#### WHAT YOU SHOULD DO:
Copy each line of the data beneath in which the word "roads" appears.

#### RECORDS SUPPLIED:
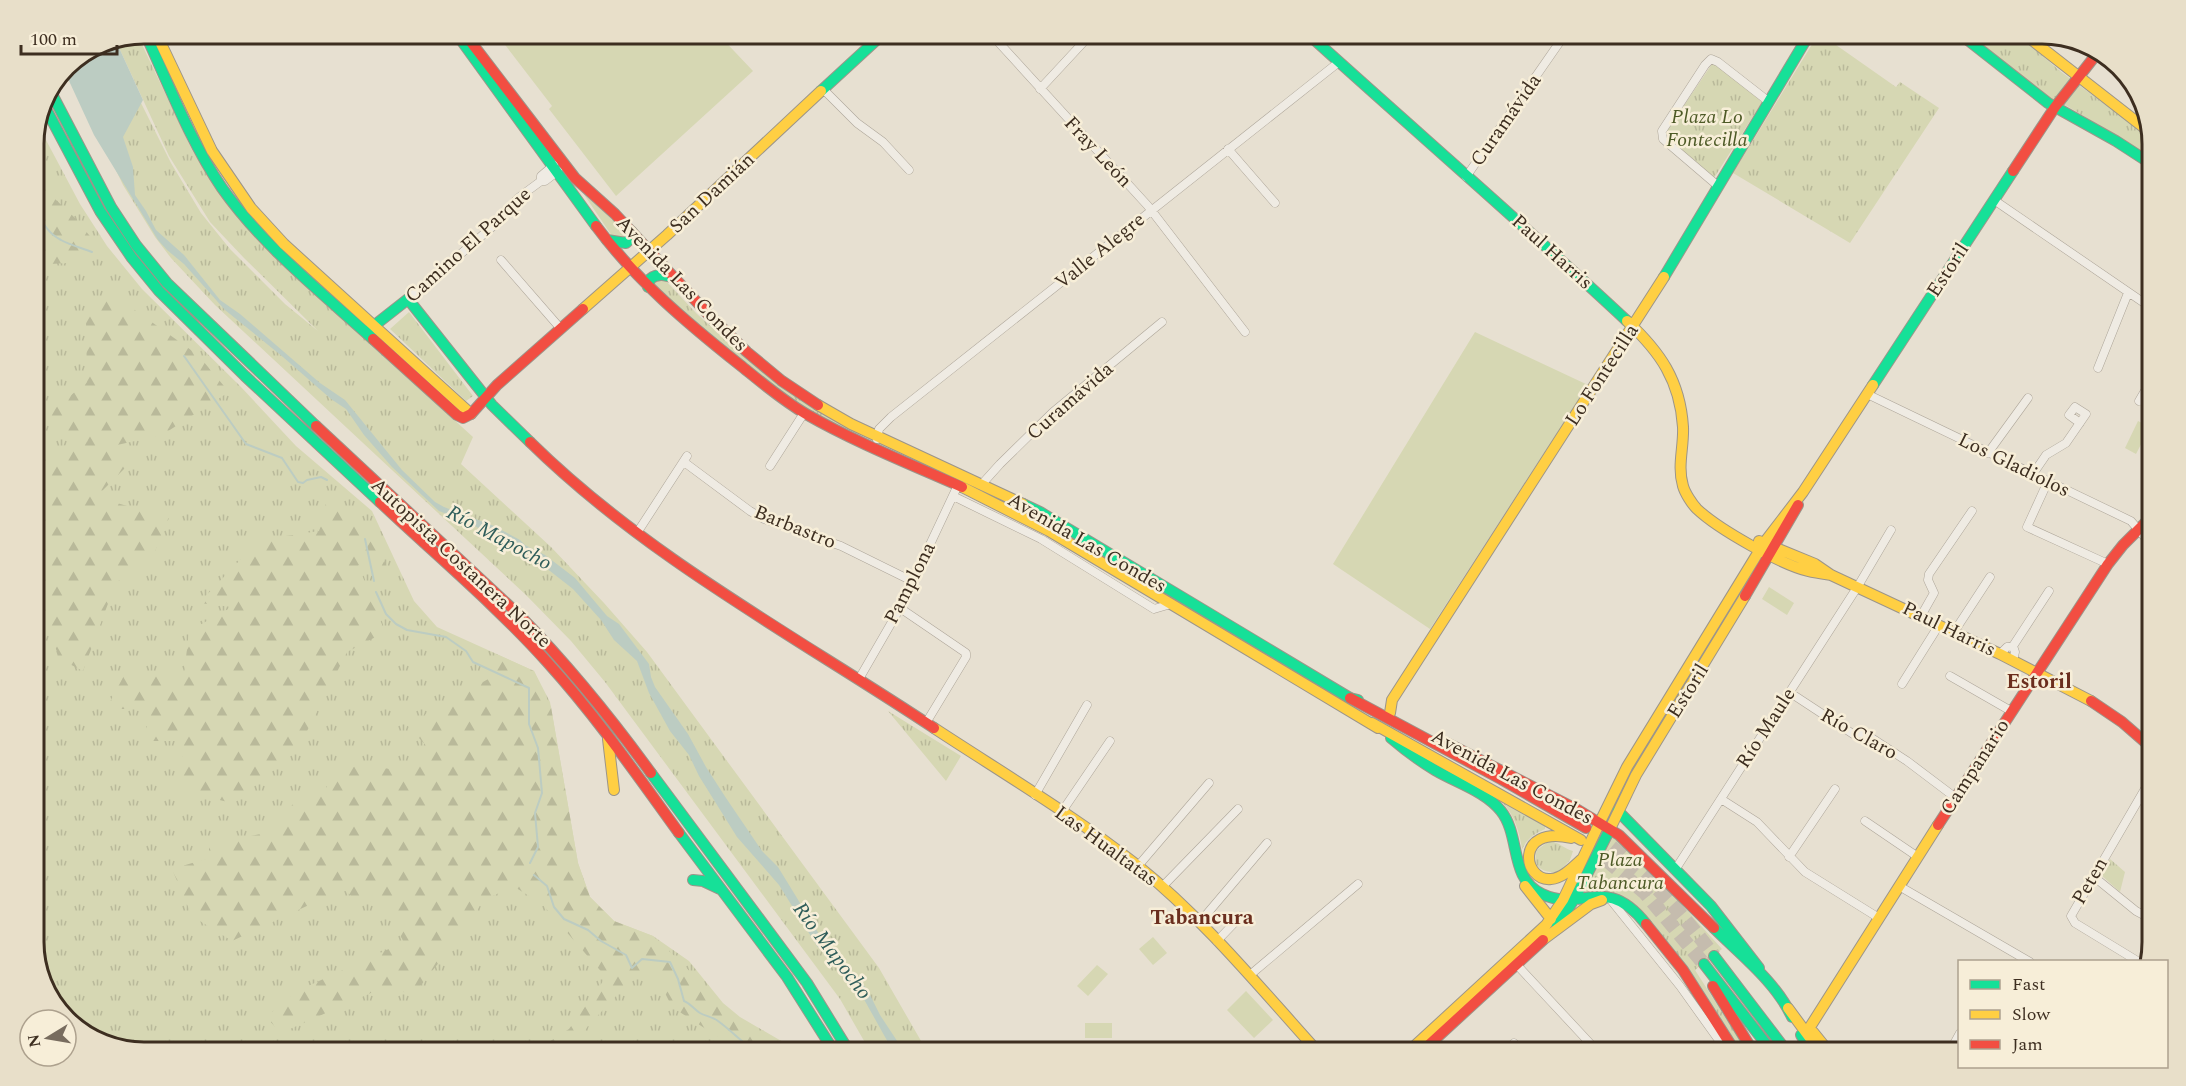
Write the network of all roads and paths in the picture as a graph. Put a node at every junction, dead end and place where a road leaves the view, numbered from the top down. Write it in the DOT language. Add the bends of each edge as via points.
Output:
graph roads {
  1 [pos="150,44"];
  2 [pos="161,44"];
  3 [pos="464,44"];
  4 [pos="472,44"];
  5 [pos="872,44"];
  6 [pos="1000,44"];
  7 [pos="1082,44"];
  8 [pos="1319,44"];
  9 [pos="1558,44"];
  10 [pos="1803,44"];
  11 [pos="1973,44"];
  12 [pos="2037,44"];
  13 [pos="2094,58"];
  14 [pos="1339,62"];
  15 [pos="2078,77"];
  16 [pos="823,89"];
  17 [pos="1040,89"];
  18 [pos="54,98"];
  19 [pos="1768,101"];
  20 [pos="2055,107"];
  21 [pos="49,114"];
  22 [pos="2141,125"];
  23 [pos="1228,149"];
  24 [pos="2142,158"];
  25 [pos="556,168"];
  26 [pos="909,170"];
  27 [pos="1466,177"];
  28 [pos="1718,186"];
  29 [pos="1994,200"];
  30 [pos="1275,203"];
  31 [pos="1151,210"];
  32 [pos="632,231"];
  33 [pos="607,240"];
  34 [pos="649,250"];
  35 [pos="501,260"];
  36 [pos="630,268"];
  37 [pos="675,278"];
  38 [pos="648,286"];
  39 [pos="2128,293"];
  40 [pos="408,299"];
  41 [pos="2142,302"];
  42 [pos="1162,322"];
  43 [pos="1634,325"];
  44 [pos="561,329"];
  45 [pos="372,331"];
  46 [pos="1245,332"];
  47 [pos="2098,368"];
  48 [pos="1867,394"];
  49 [pos="2142,396"];
  50 [pos="487,398"];
  51 [pos="2028,398"];
  52 [pos="2139,401"];
  53 [pos="804,412"];
  54 [pos="471,414"];
  55 [pos="2080,423"];
  56 [pos="877,436"];
  57 [pos="877,449"];
  58 [pos="1988,453"];
  59 [pos="770,466"];
  60 [pos="2033,474"];
  61 [pos="2048,482"];
  62 [pos="958,485"];
  63 [pos="979,488"];
  64 [pos="953,496"];
  65 [pos="1971,512"];
  66 [pos="2142,525"];
  67 [pos="2139,528"];
  68 [pos="1891,530"];
  69 [pos="2142,532"];
  70 [pos="638,533"];
  71 [pos="1767,549"];
  72 [pos="2108,564"];
  73 [pos="1990,577"];
  74 [pos="912,581"];
  75 [pos="1858,586"];
  76 [pos="2049,591"];
  77 [pos="1171,604"];
  78 [pos="900,608"];
  79 [pos="1921,616"];
  80 [pos="1939,625"];
  81 [pos="1954,632"];
  82 [pos="2013,646"];
  83 [pos="2000,654"];
  84 [pos="2013,660"];
  85 [pos="2037,673"];
  86 [pos="1950,676"];
  87 [pos="859,679"];
  88 [pos="1902,684"];
  89 [pos="1789,692"];
  90 [pos="1350,698"];
  91 [pos="1087,705"];
  92 [pos="2011,711"];
  93 [pos="1390,713"];
  94 [pos="926,723"];
  95 [pos="1372,723"];
  96 [pos="607,735"];
  97 [pos="2142,739"];
  98 [pos="1110,741"];
  99 [pos="1209,783"];
  100 [pos="1835,789"];
  101 [pos="614,790"];
  102 [pos="2142,794"];
  103 [pos="1035,795"];
  104 [pos="1721,798"];
  105 [pos="1956,798"];
  106 [pos="1238,809"];
  107 [pos="1618,811"];
  108 [pos="1061,813"];
  109 [pos="1865,821"];
  110 [pos="1600,822"];
  111 [pos="1586,828"];
  112 [pos="1610,829"];
  113 [pos="1267,843"];
  114 [pos="1789,857"];
  115 [pos="1918,857"];
  116 [pos="1582,859"];
  117 [pos="1138,866"];
  118 [pos="1675,870"];
  119 [pos="1522,876"];
  120 [pos="2093,876"];
  121 [pos="693,880"];
  122 [pos="1358,884"];
  123 [pos="1162,886"];
  124 [pos="1899,886"];
  125 [pos="722,890"];
  126 [pos="1609,898"];
  127 [pos="1569,899"];
  128 [pos="2142,914"];
  129 [pos="1241,916"];
  130 [pos="1879,918"];
  131 [pos="1551,919"];
  132 [pos="1200,922"];
  133 [pos="1544,939"];
  134 [pos="1217,940"];
  135 [pos="1714,956"];
  136 [pos="2027,960"];
  137 [pos="2136,960"];
  138 [pos="1704,964"];
  139 [pos="1517,965"];
  140 [pos="1250,975"];
  141 [pos="1708,976"];
  142 [pos="1769,983"];
  143 [pos="1463,1001"];
  144 [pos="1788,1008"];
  145 [pos="1759,1016"];
  146 [pos="1810,1027"];
  147 [pos="1446,1029"];
  148 [pos="828,1042"];
  149 [pos="843,1042"];
  150 [pos="1309,1042"];
  151 [pos="1419,1042"];
  152 [pos="1434,1042"];
  153 [pos="1589,1042"];
  154 [pos="1720,1042"];
  155 [pos="1728,1042"];
  156 [pos="1747,1042"];
  157 [pos="1764,1042"];
  158 [pos="1779,1042"];
  159 [pos="1788,1042"];
  160 [pos="1806,1042"];
  161 [pos="1813,1042"];
  162 [pos="1822,1042"];
  1 -- 45 [label="main road" via="200,151 226,193 269,243"];
  2 -- 45 [label="main road" via="204,136 237,191"];
  3 -- 25 [label="main road, Avenida Las Condes"];
  4 -- 32 [label="main road, Avenida Las Condes" via="574,178"];
  5 -- 16 [label="main road, San Damián"];
  6 -- 17 [label="street, Fray León"];
  7 -- 17 [label="street"];
  8 -- 14 [label="main road, Paul Harris"];
  9 -- 27 [label="street, Curamávida"];
  10 -- 19 [label="main road, Lo Fontecilla"];
  11 -- 20 [label="main road"];
  12 -- 15 [label="main road"];
  13 -- 15 [label="main road, Estoril"];
  14 -- 23 [label="street, Valle Alegre"];
  14 -- 27 [label="main road, Paul Harris"];
  15 -- 20 [label="main road, Estoril"];
  15 -- 22 [label="main road"];
  16 -- 26 [label="street"];
  16 -- 34 [label="main road, San Damián"];
  17 -- 31 [label="street, Fray León"];
  18 -- 149 [label="main road, Autopista Costanera Norte" via="111,207 151,265 246,361 553,649 613,723 812,992"];
  19 -- 28 [label="main road, Lo Fontecilla"];
  19 -- 28 [label="street" via="1711,59 1662,130 1663,139"];
  20 -- 24 [label="main road"];
  20 -- 29 [label="main road, Estoril"];
  21 -- 96 [label="main road, Autopista Costanera Norte" via="100,211 154,285 245,376 525,638"];
  23 -- 30 [label="street"];
  23 -- 31 [label="street, Valle Alegre"];
  25 -- 33 [label="main road, Avenida Las Condes"];
  25 -- 40 [label="street, Camino El Parque" via="541,176 541,181"];
  27 -- 43 [label="main road, Paul Harris"];
  28 -- 43 [label="main road, Lo Fontecilla"];
  29 -- 39 [label="street"];
  29 -- 48 [label="main road, Estoril"];
  31 -- 46 [label="street, Fray León"];
  31 -- 56 [label="street, Valle Alegre" via="891,417"];
  32 -- 33 [label="main road" via="626,243"];
  32 -- 34 [label="main road, Avenida Las Condes"];
  33 -- 36 [label="main road, Avenida Las Condes"];
  34 -- 36 [label="main road, San Damián"];
  34 -- 37 [label="main road, Avenida Las Condes"];
  35 -- 44 [label="street"];
  36 -- 38 [label="main road, Avenida Las Condes"];
  36 -- 44 [label="main road, San Damián"];
  37 -- 38 [label="main road" via="656,274"];
  37 -- 56 [label="main road, Avenida Las Condes" via="742,348 782,381 830,413"];
  38 -- 53 [label="main road, Avenida Las Condes" via="714,345"];
  39 -- 41 [label="street"];
  39 -- 47 [label="street"];
  40 -- 45 [label="main road, Camino El Parque"];
  40 -- 50 [label="main road"];
  42 -- 63 [label="street, Curamávida" via="1053,412"];
  43 -- 71 [label="main road, Paul Harris" via="1659,354 1673,380 1682,421 1681,478 1693,505 1731,534"];
  43 -- 93 [label="main road, Lo Fontecilla" via="1392,700"];
  44 -- 50 [label="main road, San Damián"];
  45 -- 54 [label="main road"];
  45 -- 54 [label="main road" via="457,415 463,418"];
  48 -- 58 [label="street, Los Gladiolos"];
  48 -- 71 [label="main road, Estoril" via="1803,492 1794,513"];
  49 -- 52 [label="street"];
  50 -- 54 [label="main road, San Damián"];
  50 -- 70 [label="main road, Las Hualtatas" via="559,470"];
  51 -- 58 [label="street"];
  53 -- 57 [label="main road, Avenida Las Condes"];
  53 -- 59 [label="street"];
  55 -- 60 [label="street" via="2066,443 2046,455"];
  56 -- 57 [label="street"];
  56 -- 63 [label="main road, Avenida Las Condes"];
  57 -- 62 [label="main road, Avenida Las Condes"];
  58 -- 60 [label="street, Los Gladiolos"];
  60 -- 61 [label="street, Los Gladiolos"];
  61 -- 67 [label="street, Los Gladiolos"];
  61 -- 72 [label="street" via="2027,527"];
  62 -- 63 [label="main road, Avenida Las Condes"];
  62 -- 64 [label="street, Pamplona"];
  63 -- 77 [label="main road, Avenida Las Condes"];
  63 -- 90 [label="main road, Avenida Las Condes" via="989,495 1001,492 1055,520"];
  64 -- 74 [label="street, Pamplona"];
  64 -- 77 [label="street, Avenida Las Condes" via="1041,539 1154,609"];
  65 -- 79 [label="street" via="1929,574 1934,593"];
  66 -- 67 [label="main road, Campanario"];
  67 -- 69 [label="street, Los Gladiolos"];
  67 -- 72 [label="main road, Campanario"];
  68 -- 75 [label="street, Río Maule"];
  70 -- 74 [label="street, Barbastro" via="686,459 764,519 841,546"];
  70 -- 87 [label="main road, Las Hualtatas" via="685,568"];
  71 -- 75 [label="main road, Paul Harris" via="1807,571"];
  71 -- 107 [label="main road, Estoril" via="1710,656"];
  71 -- 110 [label="main road, Estoril" via="1629,764"];
  72 -- 85 [label="main road, Campanario"];
  73 -- 81 [label="street"];
  74 -- 78 [label="street, Pamplona"];
  75 -- 79 [label="main road, Paul Harris"];
  75 -- 89 [label="street, Río Maule"];
  76 -- 82 [label="street"];
  77 -- 95 [label="main road, Avenida Las Condes"];
  78 -- 87 [label="street, Pamplona"];
  78 -- 94 [label="street" via="966,653"];
  79 -- 80 [label="main road, Paul Harris"];
  80 -- 81 [label="main road, Paul Harris"];
  80 -- 88 [label="street"];
  81 -- 83 [label="main road, Paul Harris"];
  82 -- 83 [label="street"];
  82 -- 84 [label="street"];
  83 -- 84 [label="main road, Paul Harris"];
  84 -- 85 [label="main road, Paul Harris"];
  85 -- 92 [label="main road, Campanario"];
  85 -- 97 [label="main road, Paul Harris" via="2095,703"];
  86 -- 92 [label="street"];
  87 -- 94 [label="main road, Las Hualtatas"];
  89 -- 104 [label="street, Río Maule"];
  89 -- 105 [label="street, Río Claro" via="1855,735 1864,734 1907,761"];
  90 -- 93 [label="main road, Avenida Las Condes" via="1364,700"];
  90 -- 111 [label="main road"];
  91 -- 103 [label="street"];
  92 -- 105 [label="main road, Campanario"];
  93 -- 110 [label="main road, Avenida Las Condes"];
  94 -- 103 [label="main road, Las Hualtatas"];
  95 -- 116 [label="main road" via="1581,840 1543,837 1532,846 1529,861 1536,875 1553,880 1570,872"];
  95 -- 119 [label="main road, Avenida Las Condes" via="1422,762 1498,807 1513,832"];
  96 -- 101 [label="main road"];
  96 -- 125 [label="main road, Autopista Costanera Norte"];
  98 -- 108 [label="street"];
  99 -- 117 [label="street"];
  100 -- 114 [label="street"];
  102 -- 120 [label="street, Peten"];
  103 -- 108 [label="main road, Las Hualtatas"];
  104 -- 114 [label="street" via="1756,822"];
  104 -- 118 [label="street, Río Maule"];
  105 -- 115 [label="main road, Campanario"];
  106 -- 123 [label="street"];
  107 -- 112 [label="main road, Estoril"];
  107 -- 118 [label="main road, Avenida Las Condes"];
  108 -- 117 [label="main road, Las Hualtatas"];
  109 -- 115 [label="street"];
  110 -- 112 [label="main road, Avenida Las Condes"];
  110 -- 116 [label="main road, Estoril"];
  112 -- 127 [label="main road, Estoril"];
  112 -- 142 [label="main road, Avenida Las Condes"];
  113 -- 132 [label="street"];
  114 -- 130 [label="street" via="1805,872"];
  115 -- 124 [label="main road, Campanario"];
  116 -- 127 [label="main road, Estoril"];
  117 -- 123 [label="main road, Las Hualtatas"];
  118 -- 142 [label="main road, Avenida Las Condes" via="1723,921"];
  119 -- 127 [label="main road" via="1541,894"];
  119 -- 131 [label="main road, Avenida Las Condes" via="1531,896"];
  120 -- 128 [label="street"];
  120 -- 137 [label="street, Peten" via="2072,912 2073,920"];
  121 -- 125 [label="main road"];
  122 -- 140 [label="street"];
  123 -- 132 [label="main road, Las Hualtatas"];
  124 -- 130 [label="main road, Campanario"];
  124 -- 136 [label="street"];
  125 -- 148 [label="main road, Autopista Costanera Norte"];
  126 -- 127 [label="main road"];
  126 -- 133 [label="main road" via="1591,904"];
  126 -- 154 [label="street"];
  126 -- 155 [label="main road" via="1638,914 1686,975"];
  127 -- 131 [label="main road"];
  127 -- 133 [label="main road"];
  129 -- 134 [label="street"];
  130 -- 146 [label="main road, Campanario"];
  131 -- 143 [label="main road"];
  132 -- 134 [label="main road, Las Hualtatas"];
  133 -- 139 [label="main road"];
  134 -- 140 [label="main road, Las Hualtatas"];
  135 -- 145 [label="main road"];
  138 -- 157 [label="main road"];
  139 -- 147 [label="main road"];
  139 -- 153 [label="street"];
  140 -- 150 [label="main road, Las Hualtatas"];
  141 -- 156 [label="main road"];
  142 -- 144 [label="main road, Avenida Las Condes"];
  143 -- 147 [label="main road"];
  143 -- 151 [label="main road"];
  144 -- 146 [label="main road, Avenida Las Condes"];
  144 -- 160 [label="main road, Avenida Las Condes"];
  144 -- 161 [label="main road"];
  145 -- 158 [label="main road"];
  145 -- 159 [label="main road"];
  146 -- 162 [label="main road, Avenida Las Condes"];
  147 -- 152 [label="main road"];
}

#### RESULT OF THE TASK:
Write the network of all roads and paths in the picture as a graph. Put a node at every junction, dead end and place where a road leaves the view, numbered from the top down. Write it in the DOT language. Add the bends of each edge as via points.
graph roads {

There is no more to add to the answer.